Among the entries below, how many lines hold the word "none"? Reply with the number only.

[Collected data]
========================================================================

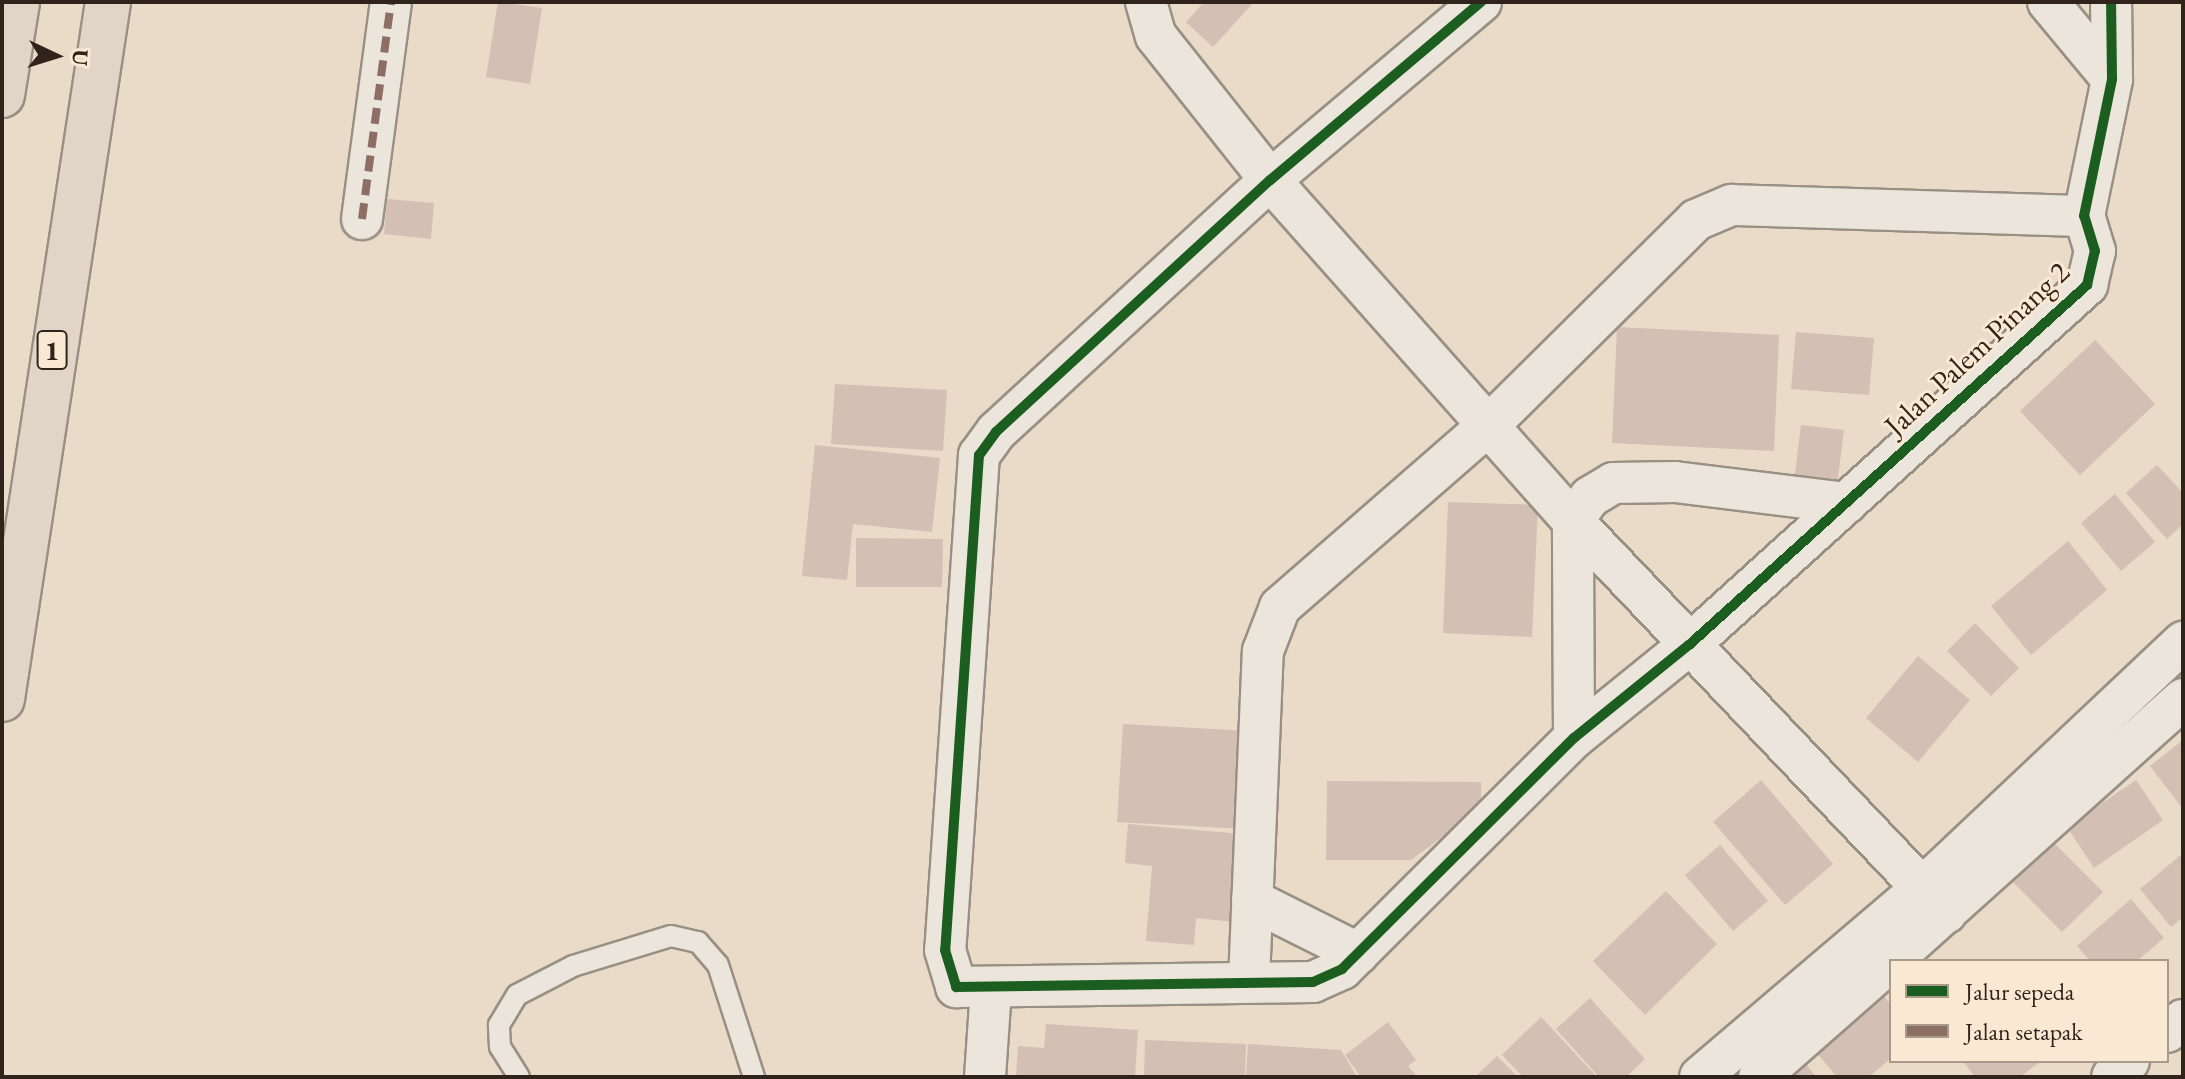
<!DOCTYPE html>
<style>
body{margin:0}
#map{position:relative;width:2185px;height:1079px;overflow:hidden;background:#e9dbc8;font-family:"EB Garamond",serif}
div>[style]{position:absolute}
.building>*{inset:0;background:#d3bfb3}
.roads{filter:drop-shadow(2px 0 #999084) drop-shadow(-2px 0 #999084) drop-shadow(0 2px #999084) drop-shadow(0 -2px #999084)}
.lane>*{height:20px;margin:-10px;padding:0 10px;transform-origin:10px;border-radius:10px;background:#ece5dc}
.street>*{height:40px;margin:-20px;padding:0 20px;transform-origin:20px;border-radius:20px;background:#ece5dc}
.highway>*{height:44px;margin:-22px;padding:0 22px;transform-origin:22px;border-radius:22px;background:#e0d5c6}
.quiet>*{height:8px;margin-top:-4px;transform-origin:0;background:repeating-linear-gradient(90deg,#8d6e63 0 16px,transparent 0 24px)}
.cycleway>*{height:10px;margin:-5px;padding:0 5px;transform-origin:5px;border-radius:5px;background:#1b5e20}
span{translate:-50% -50%;white-space:nowrap;text-align:center;line-height:1.15;-webkit-text-stroke:6px #fae9d2;paint-order:stroke}
.shield-label span{padding:2px 6px;background:#fae9d2;border:2px solid;border-radius:6px;-webkit-text-stroke-width:0}
.shield-label{font-size:28px;color:#30231b;font-weight:700}
.street-label{font-size:30px;color:#30231b}
.frame{position:absolute;inset:0;border:4px solid #30231b;pointer-events:none}
.legend{position:absolute;left:1889px;top:959px;width:280px;height:104px;box-sizing:border-box;background:#fae9d2;border:2px solid #a99a89;margin:0;padding:10px 14px;list-style:none;font-size:24px;color:#30231b}
.legend li{display:flex;align-items:center;gap:16px;height:40px}
.legend b{width:40px;border:2px solid #a99a89}
.north{position:absolute;left:16px;top:16px;width:80px;height:80px;-webkit-text-stroke:6px #fae9d2;paint-order:stroke;rotate:94deg;font-size:22px;font-weight:700;line-height:32px;text-align:center;color:#30231b}
.north::after{content:'';display:block;margin:auto;width:28px;height:36px;background:#30231b;clip-path:polygon(50% 0,100% 100%,50% 72%,0 100%)}
</style>
<div id="map">
<div class="building">
<div style="clip-path:polygon(498px 2px,542px 8px,530px 84px,486px 77px)"></div>
<div style="clip-path:polygon(1204px 2px,1254px 2px,1213px 47px,1186px 22px)"></div>
<div style="clip-path:polygon(387px 199px,434px 203px,431px 239px,384px 234px)"></div>
<div style="clip-path:polygon(1617px 327px,1779px 335px,1774px 451px,1612px 443px)"></div>
<div style="clip-path:polygon(1796px 332px,1874px 338px,1869px 395px,1791px 389px)"></div>
<div style="clip-path:polygon(2095px 340px,2155px 404px,2080px 475px,2020px 411px)"></div>
<div style="clip-path:polygon(835px 384px,947px 390px,943px 451px,831px 444px)"></div>
<div style="clip-path:polygon(1801px 425px,1844px 430px,1837px 486px,1794px 481px)"></div>
<div style="clip-path:polygon(815px 445px,940px 458px,932px 532px,853px 524px,847px 580px,802px 576px)"></div>
<div style="clip-path:polygon(2157px 465px,2183px 493px,2183px 524px,2167px 539px,2126px 493px)"></div>
<div style="clip-path:polygon(2115px 494px,2155px 542px,2121px 571px,2081px 523px)"></div>
<div style="clip-path:polygon(1448px 502px,1538px 505px,1532px 637px,1443px 633px)"></div>
<div style="clip-path:polygon(856px 538px,943px 539px,942px 587px,856px 587px)"></div>
<div style="clip-path:polygon(2068px 541px,2107px 590px,2031px 655px,1991px 606px)"></div>
<div style="clip-path:polygon(1975px 623px,2019px 668px,1991px 696px,1947px 651px)"></div>
<div style="clip-path:polygon(1918px 656px,1970px 700px,1918px 762px,1866px 718px)"></div>
<div style="clip-path:polygon(1123px 724px,1249px 731px,1243px 829px,1117px 822px)"></div>
<div style="clip-path:polygon(2183px 740px,2183px 809px,2150px 766px)"></div>
<div style="clip-path:polygon(1761px 780px,1833px 864px,1785px 905px,1713px 822px)"></div>
<div style="clip-path:polygon(2136px 780px,2163px 820px,2094px 868px,2067px 827px)"></div>
<div style="clip-path:polygon(1327px 781px,1481px 782px,1481px 808px,1411px 860px,1326px 860px)"></div>
<div style="clip-path:polygon(1128px 824px,1242px 834px,1235px 922px,1196px 918px,1194px 945px,1146px 941px,1152px 866px,1125px 863px)"></div>
<div style="clip-path:polygon(2048px 837px,2103px 892px,2062px 932px,2008px 877px)"></div>
<div style="clip-path:polygon(1720px 845px,1768px 901px,1733px 931px,1685px 875px)"></div>
<div style="clip-path:polygon(2183px 853px,2183px 917px,2171px 927px,2140px 889px)"></div>
<div style="clip-path:polygon(1666px 891px,1717px 944px,1645px 1015px,1593px 961px)"></div>
<div style="clip-path:polygon(2131px 899px,2164px 938px,2137px 961px,2090px 961px,2077px 946px)"></div>
<div style="clip-path:polygon(1883px 995px,1891px 1005px,1891px 1058px,1869px 1077px,1837px 1077px,1816px 1052px)"></div>
<div style="clip-path:polygon(1590px 998px,1645px 1059px,1626px 1077px,1599px 1077px,1556px 1029px)"></div>
<div style="clip-path:polygon(1541px 1017px,1597px 1077px,1523px 1077px,1502px 1055px)"></div>
<div style="clip-path:polygon(1388px 1022px,1416px 1060px,1408px 1066px,1417px 1077px,1361px 1077px,1345px 1055px)"></div>
<div style="clip-path:polygon(1046px 1024px,1138px 1030px,1135px 1077px,1016px 1077px,1018px 1046px,1044px 1048px)"></div>
<div style="clip-path:polygon(1145px 1040px,1246px 1044px,1245px 1077px,1144px 1077px)"></div>
<div style="clip-path:polygon(1248px 1044px,1341px 1050px,1357px 1077px,1246px 1077px)"></div>
<div style="clip-path:polygon(1497px 1056px,1518px 1077px,1475px 1077px)"></div>
<div style="clip-path:polygon(1963px 1061px,2041px 1061px,2020px 1077px,1975px 1077px)"></div>
<div style="clip-path:polygon(1806px 1064px,1816px 1077px,1791px 1077px)"></div>
</div>
<div class="roads">
<div class="lane">
<div style="left:519px;top:1077px;width:36px;rotate:-122deg"></div>
<div style="left:500px;top:1047px;width:22px;rotate:-93deg"></div>
<div style="left:499px;top:1025px;width:35px;rotate:-59deg"></div>
<div style="left:517px;top:995px;width:63px;rotate:-27.4deg"></div>
<div style="left:573px;top:966px;width:102px;rotate:-17deg"></div>
<div style="left:671px;top:936px;width:28px;rotate:13deg"></div>
<div style="left:698px;top:942px;width:30px;rotate:49deg"></div>
<div style="left:718px;top:965px;width:118px;rotate:72.2deg"></div>
</div>
<div class="street">
<div style="left:1146px;top:2px;width:35px;rotate:74deg"></div>
<div style="left:1156px;top:36px;width:184px;rotate:51.6deg"></div>
<div style="left:1270px;top:180px;width:456px;rotate:48.4deg"></div>
<div style="left:1573px;top:521px;width:541px;rotate:46.42deg"></div>
<div style="left:1481px;top:2px;width:276px;rotate:139.8deg"></div>
<div style="left:1270px;top:180px;width:372px;rotate:137.4deg"></div>
<div style="left:996px;top:432px;width:29px;rotate:126deg"></div>
<div style="left:979px;top:455px;width:496px;rotate:93.9deg"></div>
<div style="left:945px;top:950px;width:39px;rotate:73deg"></div>
<div style="left:956px;top:987px;width:357px;rotate:-0.8deg"></div>
<div style="left:1313px;top:982px;width:32px;rotate:-24deg"></div>
<div style="left:1342px;top:969px;width:327px;rotate:-44.9deg"></div>
<div style="left:1574px;top:738px;width:148px;rotate:-39deg"></div>
<div style="left:1689px;top:645px;width:537px;rotate:-42.13deg"></div>
<div style="left:2087px;top:285px;width:35px;rotate:-77deg"></div>
<div style="left:2095px;top:251px;width:37px;rotate:-107deg"></div>
<div style="left:2084px;top:216px;width:140px;rotate:-78.4deg"></div>
<div style="left:2112px;top:79px;width:77px;rotate:-90.7deg"></div>
<div style="left:2048px;top:2px;width:100px;rotate:50.3deg"></div>
<div style="left:362px;top:219px;width:219px;rotate:-82.4deg"></div>
<div style="left:1574px;top:738px;width:217px;rotate:-90.3deg"></div>
<div style="left:1573px;top:521px;width:29px;rotate:-55deg"></div>
<div style="left:1590px;top:497px;width:27px;rotate:-31deg"></div>
<div style="left:1613px;top:483px;width:62px;rotate:-0.9deg"></div>
<div style="left:1675px;top:482px;width:173px;rotate:7deg"></div>
<div style="left:1252px;top:900px;width:119px;rotate:26.6deg"></div>
<div style="left:1891px;top:961px;width:392px;rotate:-41.9deg"></div>
<div style="left:1249px;top:981px;width:330px;rotate:-87.6deg"></div>
<div style="left:1263px;top:651px;width:47px;rotate:-68.9deg"></div>
<div style="left:1280px;top:607px;width:280px;rotate:-41.1deg"></div>
<div style="left:1491px;top:423px;width:289px;rotate:-44.7deg"></div>
<div style="left:1696px;top:220px;width:39px;rotate:-23deg"></div>
<div style="left:1732px;top:205px;width:352px;rotate:1.8deg"></div>
<div style="left:2167px;top:1032px;width:20px;rotate:-37deg"></div>
<div style="left:985px;top:1077px;width:88px;rotate:-86.1deg"></div>
<div style="left:1700px;top:1077px;width:292px;rotate:-40.4deg"></div>
<div style="left:1922px;top:888px;width:359px;rotate:-43.3deg"></div>
<div style="left:1759px;top:1077px;width:176px;rotate:-41.3deg"></div>
<div style="left:2112px;top:1077px;width:23px;rotate:-43deg"></div>
</div>
<div class="highway">
<div style="left:2px;top:95px;width:94px;rotate:-80.8deg"></div>
<div style="left:2px;top:699px;width:705px;rotate:-81.35deg"></div>
</div>
</div>
<div class="quiet">
<div style="left:362px;top:219px;width:219px;rotate:-82.4deg"></div>
</div>
<div class="cycleway">
<div style="left:1481px;top:2px;width:276px;rotate:139.8deg"></div>
<div style="left:1270px;top:180px;width:372px;rotate:137.4deg"></div>
<div style="left:996px;top:432px;width:29px;rotate:126deg"></div>
<div style="left:979px;top:455px;width:496px;rotate:93.9deg"></div>
<div style="left:945px;top:950px;width:39px;rotate:73deg"></div>
<div style="left:956px;top:987px;width:357px;rotate:-0.8deg"></div>
<div style="left:1313px;top:982px;width:32px;rotate:-24deg"></div>
<div style="left:1342px;top:969px;width:327px;rotate:-44.9deg"></div>
<div style="left:1574px;top:738px;width:148px;rotate:-39deg"></div>
<div style="left:1689px;top:645px;width:537px;rotate:-42.13deg"></div>
<div style="left:2087px;top:285px;width:35px;rotate:-77deg"></div>
<div style="left:2095px;top:251px;width:37px;rotate:-107deg"></div>
<div style="left:2084px;top:216px;width:140px;rotate:-78.4deg"></div>
<div style="left:2112px;top:79px;width:77px;rotate:-90.7deg"></div>
</div>
<div class="shield-label">
<span style="left:52px;top:350px">1</span>
</div>
<div class="street-label">
<span style="left:1977px;top:349px;rotate:-43deg">Jalan Palem Pinang 2</span>
</div>
<div class="frame"></div>
<ul class="legend">
<li><b style="height:10px;background:#1b5e20"></b>Jalur sepeda</li>
<li><b style="height:10px;background:#8d6e63"></b>Jalan setapak</li>
</ul>
<div class="north">U</div>
</div>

========================================================================

Solution for this problem :: 2